With the considerable advancement of remote sensing technology and computer vision, automatic scene understanding for very high-resolution aerial (VHR) imagery became a necessary research topic. Semantic segmentation of VHR imagery is an important task where context information plays a crucial role. Adequate feature delineation is difficult due to high-class imbalance in remotely sensed data. In this work, we proposed a variant of encoder-decoder-based architecture where residual attentive skip connections are incorporated.

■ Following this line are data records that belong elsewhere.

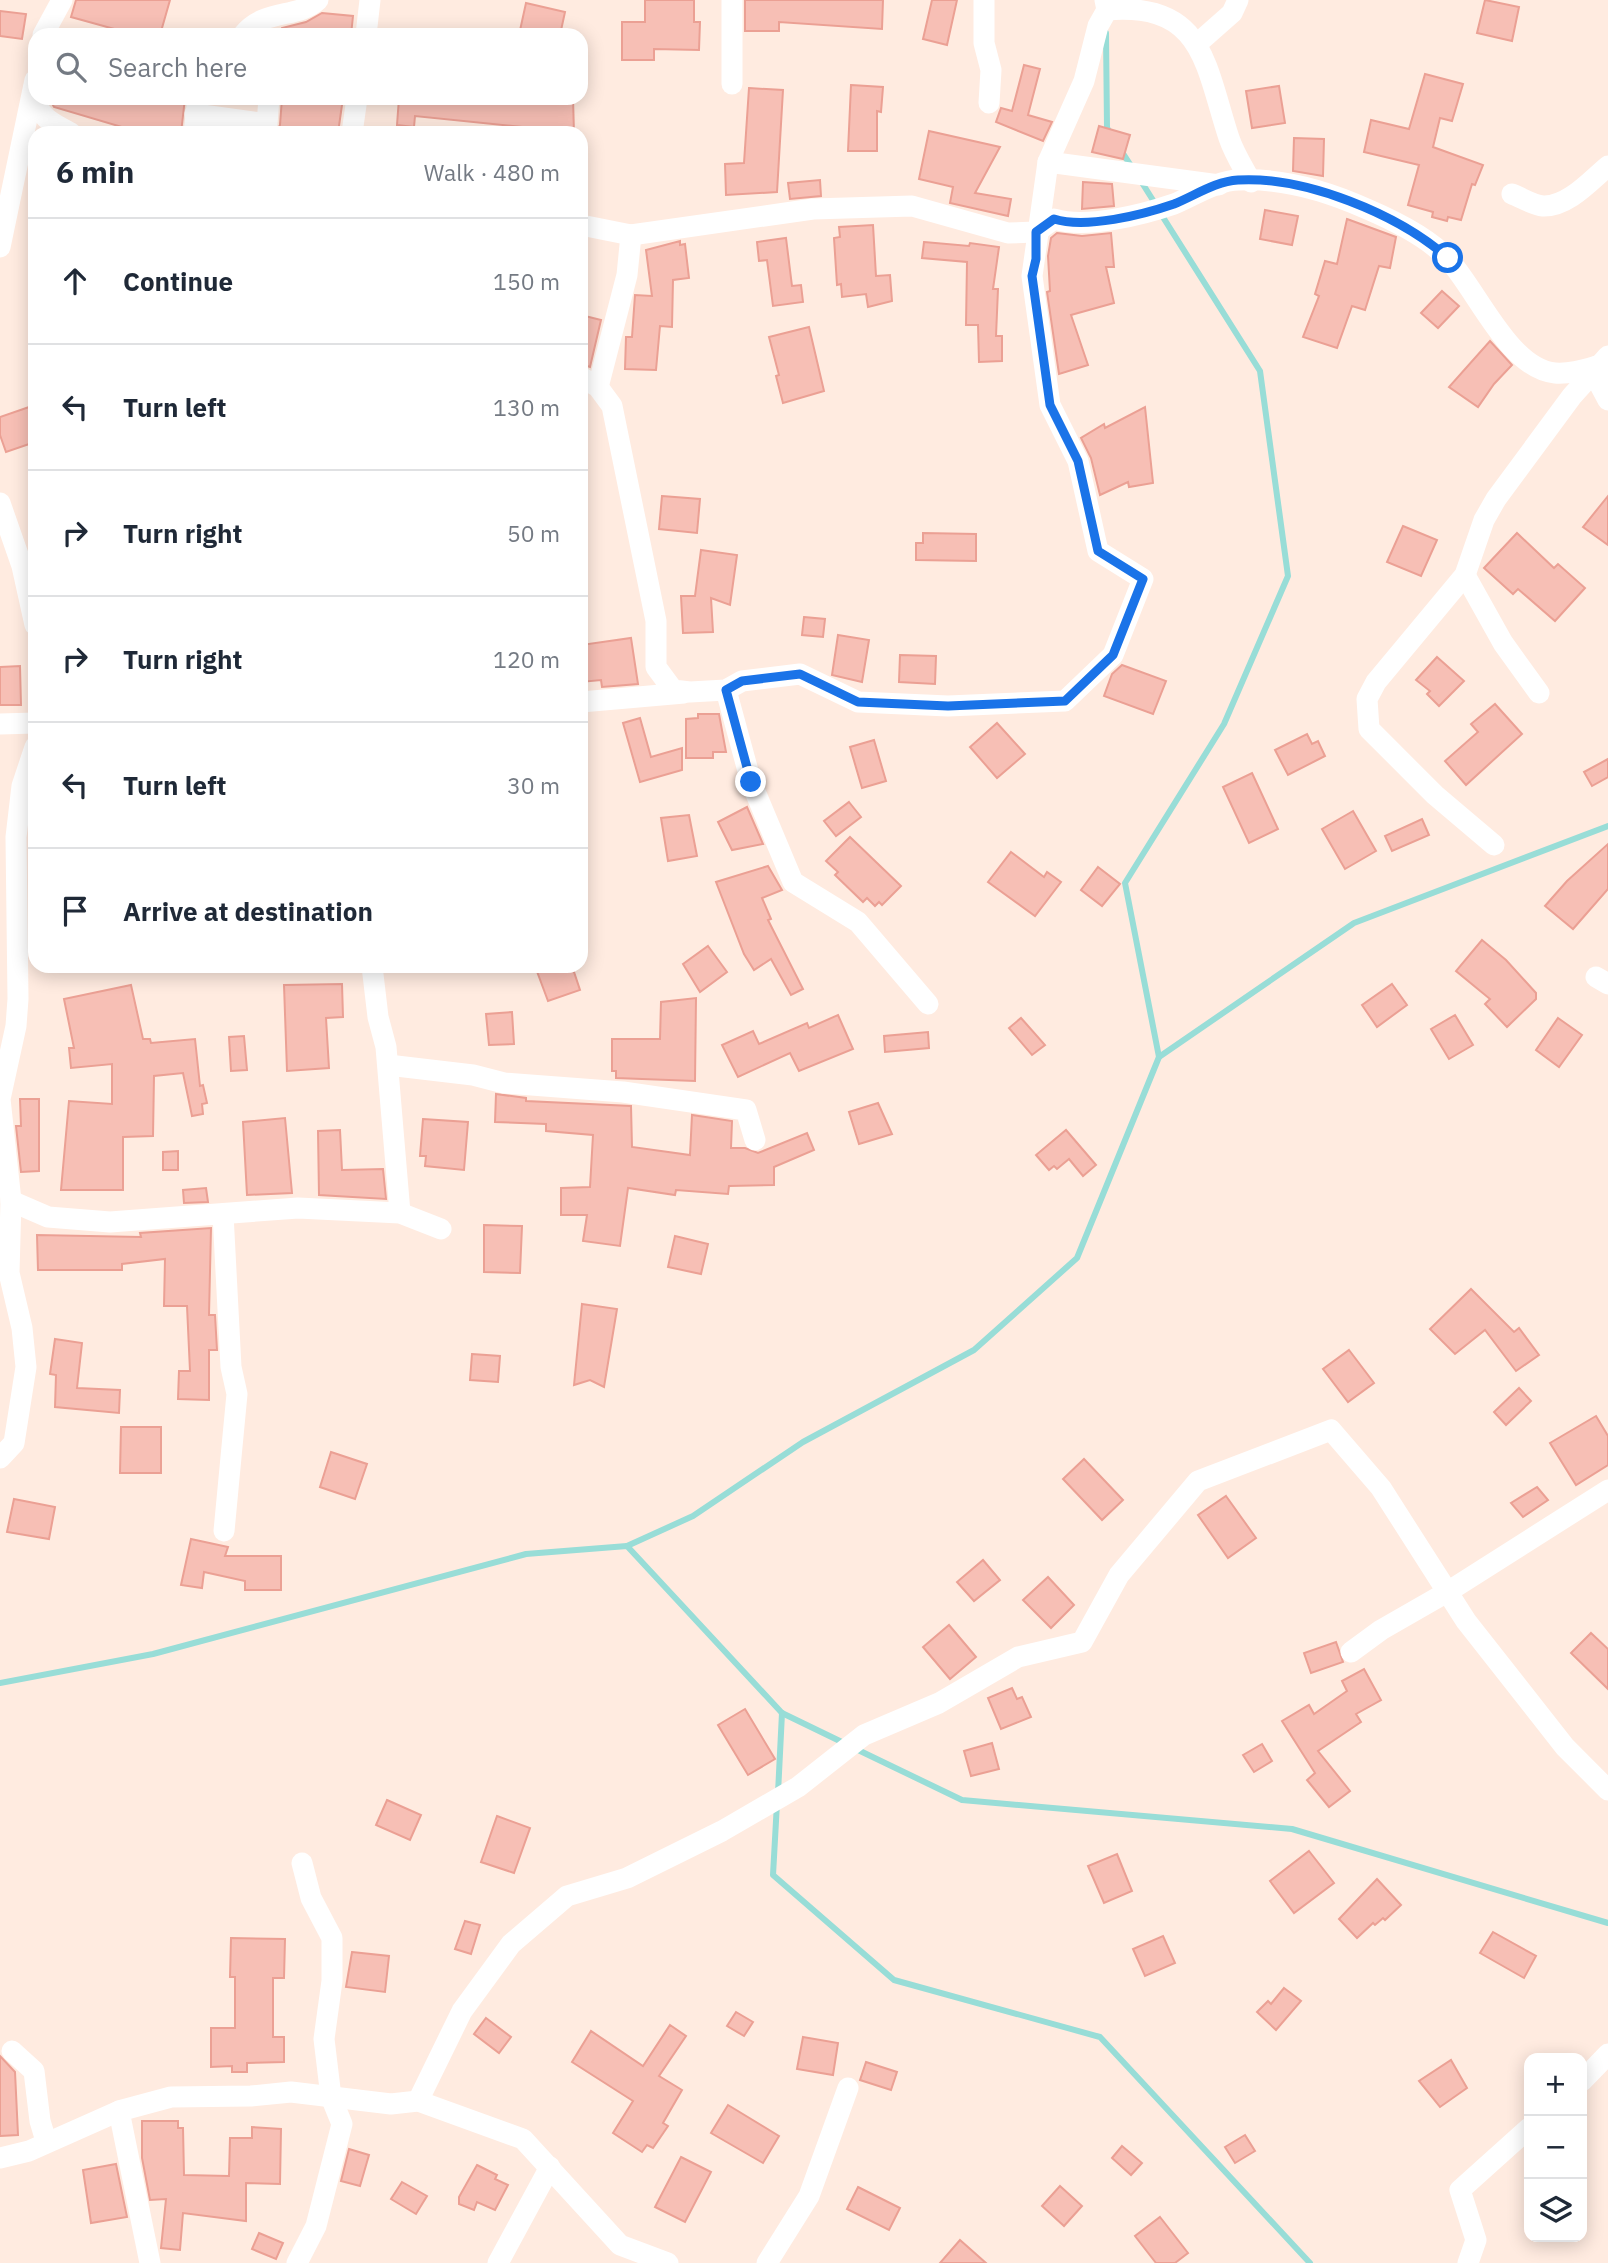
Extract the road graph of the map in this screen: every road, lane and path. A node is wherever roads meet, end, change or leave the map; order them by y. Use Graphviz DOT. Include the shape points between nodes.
graph roads {
  1 [pos="62,0"];
  2 [pos="318,0"];
  3 [pos="370,0"];
  4 [pos="732,0"];
  5 [pos="984,0"];
  6 [pos="1238,0"];
  7 [pos="1106,5"];
  8 [pos="266,27"];
  9 [pos="47,28"];
  10 [pos="367,28"];
  11 [pos="1198,43"];
  12 [pos="732,85"];
  13 [pos="989,103"];
  14 [pos="32,105"];
  15 [pos="37,105"];
  16 [pos="268,105"];
  17 [pos="356,105"];
  18 [pos="196,115"];
  19 [pos="58,126"];
  20 [pos="353,126"];
  21 [pos="1048,162"];
  22 [pos="1608,166"];
  23 [pos="1251,182"];
  24 [pos="1219,185"];
  25 [pos="1512,194"];
  26 [pos="588,226"];
  27 [pos="1036,232"];
  28 [pos="631,235"];
  29 [pos="0,247"];
  30 [pos="1602,361"];
  31 [pos="590,382"];
  32 [pos="1608,400"];
  33 [pos="2,511"];
  34 [pos="28,565"];
  35 [pos="1465,575"];
  36 [pos="726,690"];
  37 [pos="690,692"];
  38 [pos="1539,693"];
  39 [pos="588,701"];
  40 [pos="28,723"];
  41 [pos="0,724"];
  42 [pos="28,768"];
  43 [pos="1494,845"];
  44 [pos="373,973"];
  45 [pos="928,1004"];
  46 [pos="388,1065"];
  47 [pos="2,1086"];
  48 [pos="755,1140"];
  49 [pos="11,1201"];
  50 [pos="400,1213"];
  51 [pos="223,1214"];
  52 [pos="441,1229"];
  53 [pos="4,1274"];
  54 [pos="0,1458"];
  55 [pos="1608,1490"];
  56 [pos="224,1531"];
  57 [pos="1449,1591"];
  58 [pos="1351,1652"];
  59 [pos="1608,1790"];
  60 [pos="302,1863"];
  61 [pos="12,2051"];
  62 [pos="1608,2054"];
  63 [pos="1587,2076"];
  64 [pos="848,2088"];
  65 [pos="331,2097"];
  66 [pos="418,2101"];
  67 [pos="119,2111"];
  68 [pos="1524,2132"];
  69 [pos="46,2141"];
  70 [pos="0,2158"];
  71 [pos="550,2167"];
  72 [pos="150,2263"];
  73 [pos="297,2263"];
  74 [pos="498,2263"];
  75 [pos="668,2263"];
  76 [pos="767,2263"];
  77 [pos="1468,2263"];
  1 -- 9 [label="street"];
  2 -- 8 [label="street"];
  3 -- 10 [label="street"];
  4 -- 12 [label="street"];
  5 -- 13 [label="street" via="984,43 991,69"];
  6 -- 11 [label="street" via="1232,13"];
  7 -- 11 [label="street" via="1169,18"];
  7 -- 21 [label="street" via="1084,81"];
  11 -- 23 [label="street" via="1230,141"];
  14 -- 29 [label="street"];
  15 -- 19 [label="street"];
  16 -- 18 [label="street" via="267,124"];
  17 -- 20 [label="street"];
  21 -- 24 [label="street"];
  21 -- 27 [label="street"];
  22 -- 25 [label="street" via="1555,205 1541,206"];
  23 -- 24 [label="street"];
  23 -- 30 [label="street" via="1278,180 1367,208 1430,243 1448,258 1498,330 1533,365 1553,373 1572,373"];
  24 -- 27 [label="street" via="1124,218 1054,219"];
  26 -- 28 [label="street"];
  27 -- 28 [label="street" via="1008,233 912,206 813,209"];
  27 -- 36 [label="street" via="1032,276 1050,405 1078,461 1098,551 1143,579 1113,655 1065,701 948,706 858,702 800,674 742,681"];
  28 -- 31 [label="street" via="628,275"];
  30 -- 32 [label="street" via="1599,383"];
  30 -- 35 [label="street" via="1496,499"];
  31 -- 37 [label="street" via="612,407 656,621 656,667 673,690"];
  33 -- 34 [label="street"];
  35 -- 38 [label="street" via="1503,643"];
  35 -- 43 [label="street" via="1376,682 1367,699 1369,729"];
  36 -- 37 [label="street"];
  36 -- 45 [label="street" via="751,782 793,882 858,922"];
  37 -- 39 [label="street"];
  40 -- 41 [label="street"];
  42 -- 47 [label="street" via="16,836 16,1026"];
  44 -- 46 [label="street"];
  46 -- 48 [label="street" via="746,1111"];
  46 -- 50 [label="street"];
  47 -- 49 [label="street" via="1,1125"];
  49 -- 51 [label="street" via="48,1217 110,1222"];
  49 -- 53 [label="street"];
  50 -- 51 [label="street" via="298,1208"];
  50 -- 52 [label="street"];
  51 -- 56 [label="street" via="231,1367 237,1394"];
  53 -- 54 [label="street" via="22,1328 26,1367 14,1443"];
  55 -- 57 [label="street"];
  57 -- 58 [label="street"];
  57 -- 59 [label="street" via="1466,1621 1565,1746"];
  57 -- 66 [label="street" via="1381,1488 1331,1430 1198,1481 1119,1575 1082,1642 1018,1657 939,1703 864,1735 798,1787 722,1831 627,1878 567,1896 511,1944 462,2011"];
  60 -- 65 [label="street" via="311,1898 332,1938 324,2039"];
  61 -- 69 [label="street" via="34,2071"];
  62 -- 63 [label="street"];
  64 -- 76 [label="street" via="809,2196"];
  65 -- 66 [label="street" via="391,2104"];
  65 -- 67 [label="street" via="291,2092 171,2097"];
  65 -- 73 [label="street" via="342,2124 316,2226"];
  66 -- 71 [label="street" via="523,2139"];
  67 -- 69 [label="street"];
  67 -- 72 [label="street"];
  68 -- 77 [label="street" via="1460,2190 1476,2240"];
  69 -- 70 [label="street"];
  71 -- 74 [label="street"];
  71 -- 75 [label="street" via="620,2245"];
}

We added a multi-context block in each of the encoder units to capture multi-scale and multi-context features and used dense connections for effective feature extraction. A comprehensive set of experiments reveal that the proposed scheme outperformed recently published work by 3% in overall accuracy and F1 score for ISPRS Vaihingen and ISPRS Potsdam benchmark datasets.
基于聚合上下文网络的航空图像语义分割
随着遥感技术和计算机视觉技术的长足进步,高分辨率航空影像的场景自动理解成为一个必要的研究课题。VHR图像的语义分割是一项重要的任务,其中上下文信息起着至关重要的作用。由于遥感数据的高度不平衡,难以进行充分的特征圈定。在这项工作中,我们提出了一种基于编码器-解码器的架构的变体,其中包含了剩余的注意跳过连接。我们在每个编码器单元中添加了一个多上下文块来捕获多尺度和多上下文特征,并使用密集连接进行有效的特征提取。一组综合实验表明,该方案在ISPRS Vaihingen和ISPRS Potsdam基准数据集上的总体准确性和F1分数比最近发表的工作高出3%。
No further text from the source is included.